Oude man
Vrouw: De oude man wordt seniel. ‘Ik heb mijn pap nog niet gehad,’ zegt hij, twee uur nadat hij heeft gegeten. ‘Ik heb vandaag nog niets gegeten.’ ‘Ja vader, je hebt gegeten,’ zeg ik, ‘herinner je je niet meer? Je zat daar op de meelkist, de lepel viel uit je hand omdat de wind het losse tentzeil naar binnensloeg.’ - Ik zie nog het aandachtig aflikken van de steel door de dunne blauwe lippen.

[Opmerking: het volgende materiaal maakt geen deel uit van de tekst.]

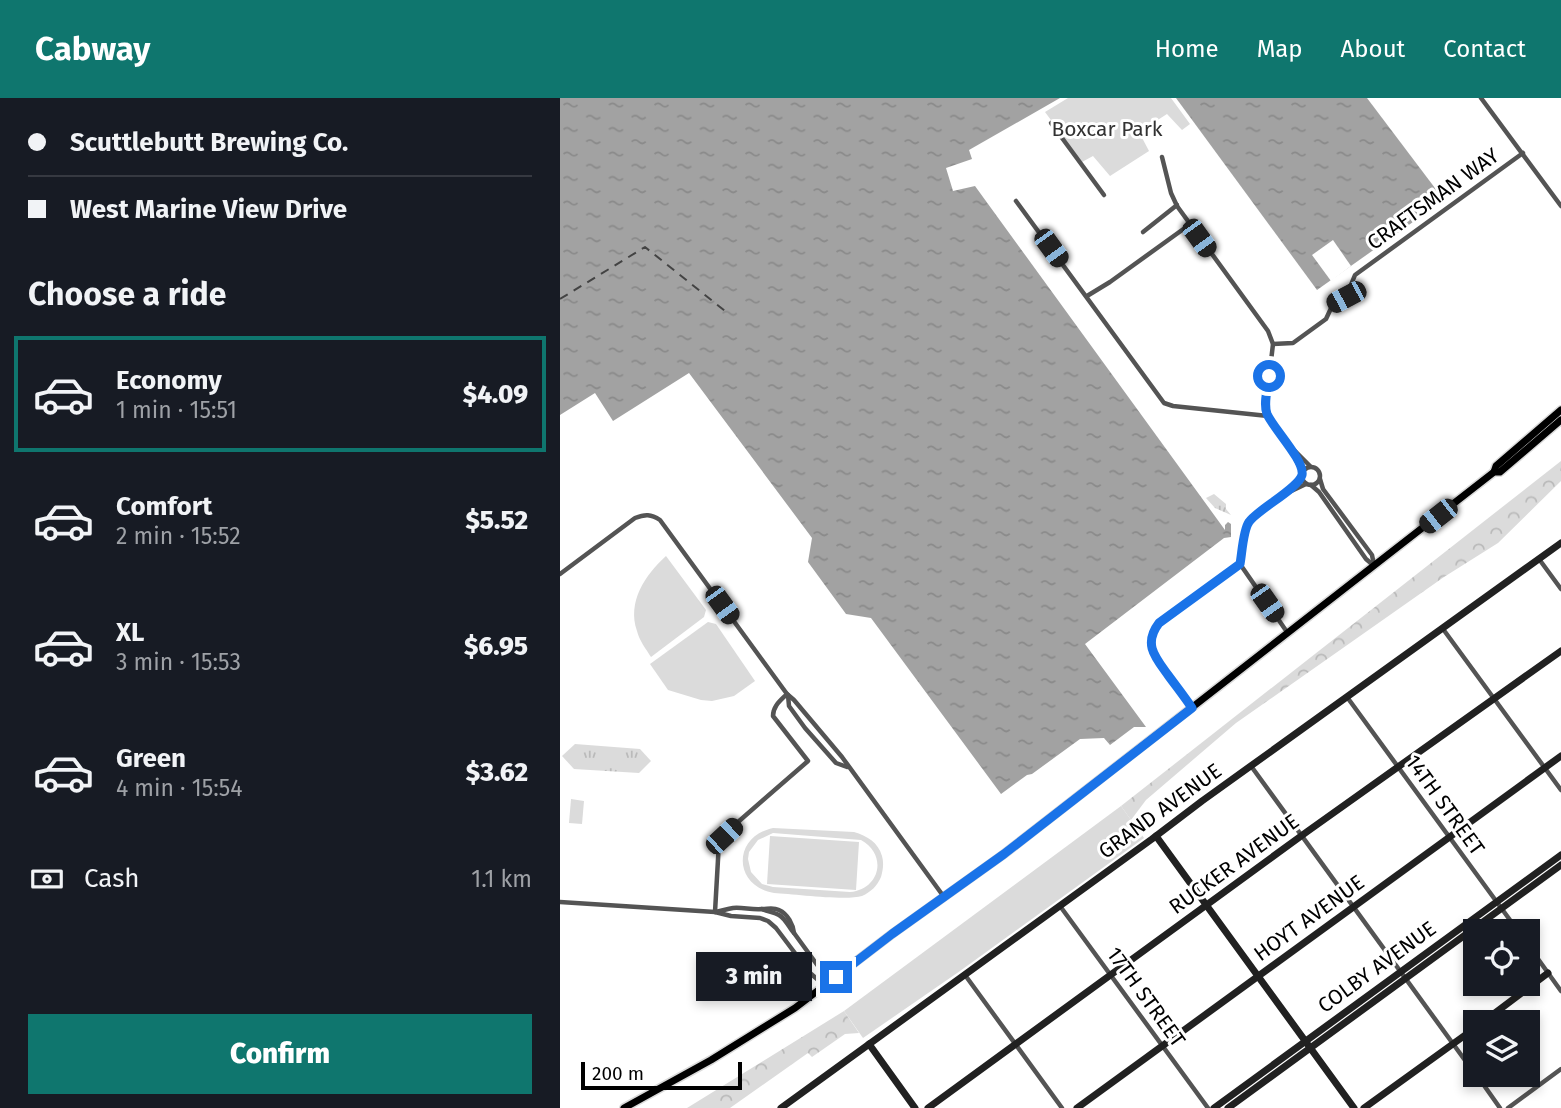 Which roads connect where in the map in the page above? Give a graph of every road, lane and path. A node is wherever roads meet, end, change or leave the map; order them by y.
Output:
1 (1481, 98) edge
2 (1051, 123) dead end
3 (1522, 153) junction
4 (1162, 157) dead end
5 (1104, 195) dead end
6 (1016, 201) dead end
7 (1177, 205) junction
8 (1561, 206) edge
9 (1189, 225) junction
10 (1143, 232) dead end
11 (1087, 297) junction
12 (1272, 344) junction
13 (1561, 410) edge
14 (1268, 416) junction
15 (1561, 420) edge
16 (1290, 446) junction
17 (1310, 466) junction
18 (1494, 472) junction
19 (1302, 474) junction
20 (1320, 479) junction
21 (1309, 485) junction
22 (1281, 496) junction
23 (1561, 543) edge
24 (1539, 559) junction
25 (1240, 564) junction
26 (1374, 565) junction
27 (560, 574) edge
28 (1561, 589) edge
29 (1443, 628) junction
30 (1288, 633) junction
31 (1561, 650) edge
32 (788, 694) junction
33 (1347, 697) junction
34 (1494, 699) junction
35 (1192, 708) junction
36 (1561, 756) edge
37 (1251, 766) junction
38 (1398, 767) junction
39 (1545, 768) junction
40 (1561, 790) edge
41 (1156, 836) junction
42 (1302, 836) junction
43 (1449, 838) junction
44 (1561, 855) edge
45 (1561, 865) edge
46 (944, 897) junction
47 (560, 902) edge
48 (1060, 905) junction
49 (1207, 905) junction
50 (1499, 905) junction
51 (1354, 907) junction
52 (715, 912) junction
53 (1509, 919) edge
54 (1540, 962) edge
55 (1548, 973) junction
56 (964, 974) junction
57 (1111, 975) junction
58 (1403, 975) junction
59 (1258, 976) junction
60 (825, 985) junction
61 (1561, 991) edge
62 (1499, 1010) edge
63 (1463, 1037) edge
64 (869, 1044) junction
65 (1016, 1044) junction
66 (1453, 1044) junction
67 (1308, 1045) junction
68 (1162, 1046) junction
69 (1463, 1057) edge
70 (1561, 1069) edge
71 (1485, 1087) edge
72 (624, 1108) edge
73 (781, 1108) edge
74 (915, 1108) edge
75 (928, 1108) edge
76 (1062, 1108) edge
77 (1077, 1108) edge
78 (1208, 1108) edge
79 (1213, 1108) edge
80 (1228, 1108) edge
81 (1354, 1108) edge
82 (1364, 1108) edge
83 (1500, 1108) edge
84 (1508, 1108) edge

1 - 3 street
2 - 5 street
3 - 8 street
3 - 12 street, CRAFTSMAN WAY
4 - 7 street
6 - 11 street
7 - 9 street
7 - 10 street
9 - 11 street
9 - 12 street
11 - 14 street
12 - 14 street
13 - 18 main road
14 - 16 street
15 - 18 main road
16 - 17 street
16 - 19 street
17 - 19 street
17 - 20 street
18 - 26 main road
19 - 21 street
19 - 22 street
20 - 21 street
20 - 26 street
21 - 22 street
21 - 26 street
22 - 25 street
23 - 24 street, GRAND AVENUE
24 - 28 street
24 - 29 street, GRAND AVENUE
25 - 30 street
25 - 35 street
26 - 30 main road
27 - 32 street
29 - 33 street, GRAND AVENUE
29 - 34 street
30 - 35 main road
31 - 34 street, RUCKER AVENUE
32 - 46 street
32 - 52 street
33 - 37 street, GRAND AVENUE
33 - 38 street, 14TH STREET
34 - 38 street, RUCKER AVENUE
34 - 39 street
35 - 46 main road
36 - 39 street, HOYT AVENUE
37 - 41 street, GRAND AVENUE
37 - 42 street
38 - 42 street, RUCKER AVENUE
38 - 43 street, 14TH STREET
39 - 40 street
39 - 43 street, HOYT AVENUE
41 - 48 street, GRAND AVENUE
41 - 49 street
42 - 49 street, RUCKER AVENUE
42 - 51 street
43 - 50 street, 14TH STREET
43 - 51 street, HOYT AVENUE
44 - 50 street, COLBY AVENUE
45 - 50 street, COLBY AVENUE
46 - 60 main road
47 - 52 street
48 - 56 street, GRAND AVENUE
48 - 57 street, 17TH STREET
49 - 57 street, RUCKER AVENUE
49 - 59 street
50 - 53 street, 14TH STREET
50 - 58 street, COLBY AVENUE
51 - 58 street
51 - 59 street, HOYT AVENUE
52 - 60 street
52 - 60 street
54 - 55 street
55 - 61 street
55 - 62 street
56 - 64 street, GRAND AVENUE
56 - 65 street
57 - 65 street, RUCKER AVENUE
57 - 68 street, 17TH STREET
58 - 66 street
58 - 67 street, COLBY AVENUE
59 - 67 street
59 - 68 street, HOYT AVENUE
60 - 72 main road
63 - 66 street
64 - 73 street, GRAND AVENUE
64 - 74 street
65 - 75 street, RUCKER AVENUE
65 - 76 street
66 - 69 street
66 - 82 street
67 - 79 street, COLBY AVENUE
67 - 80 street, COLBY AVENUE
67 - 81 street
68 - 77 street, HOYT AVENUE
68 - 78 street, 17TH STREET
70 - 84 street
71 - 83 street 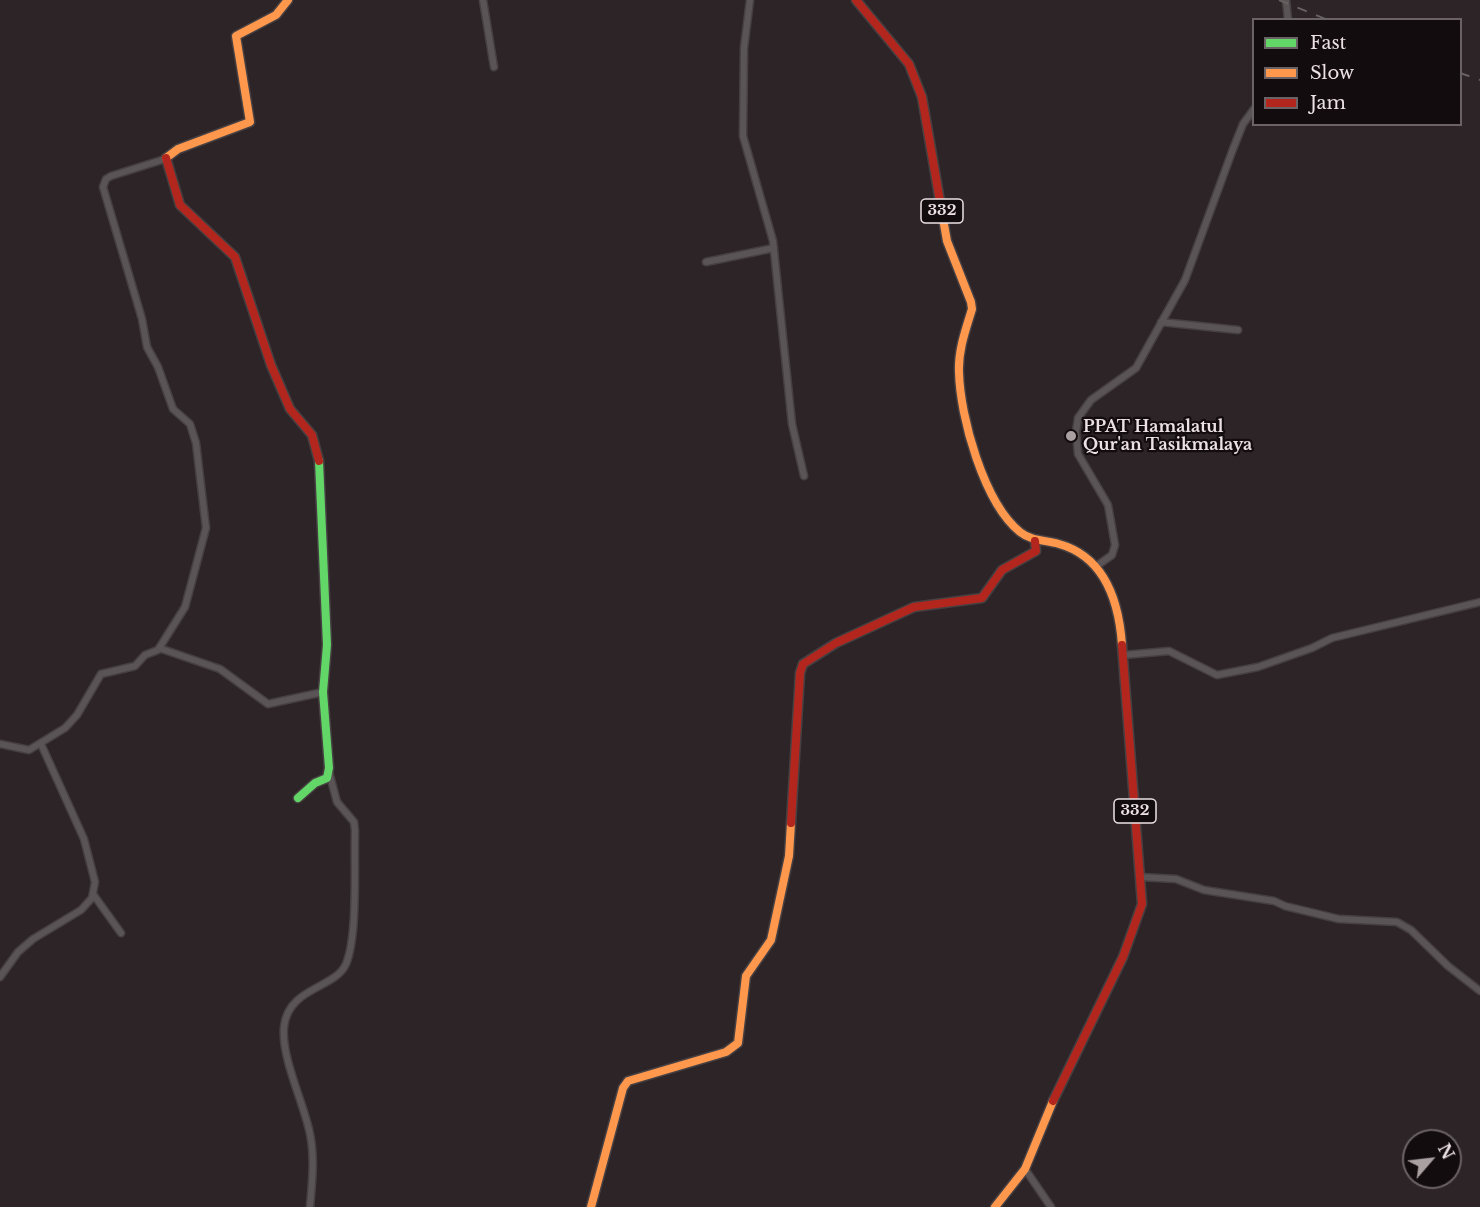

‘Ja,’ zegt de oude man, maar in zijn ogen is een bleek gat waarin je kunt verdwalen. Na tien minuten klinkt het weer: ‘Je hebt mijn pap vergeten.’ - Pap, pap, wanneer ik mijn mond opendoe zal ik gaan huilen als een wolf.
Het uurwerk in dat oude hoofd is kapot, maar dat andere uurwerk werkt nog: de maag die driemaal per etmaal gevuld wenst te worden. Aanvankelijk zei hij nog: ‘Vroeger in Illinois,’ of: ‘Een maand geleden toen de koe ziek was,’ of: ‘Toen je moeder nog leefde,’ maar nu zegt hij: ‘Hè, wat?’ Langzaam wordt hij klaargemaakt voor de dood, het leven trekt de gordijnen dicht. Al die paden waarlangs hij vroeger kon wandelen in zijn hoofd, langs ontelbare prismakijkers vol beeldjes van zijn leven, soms wat vertekend, vergroot, verkleind, door elkaar - die paden liggen onbetreden, de lenzen zijn beslagen.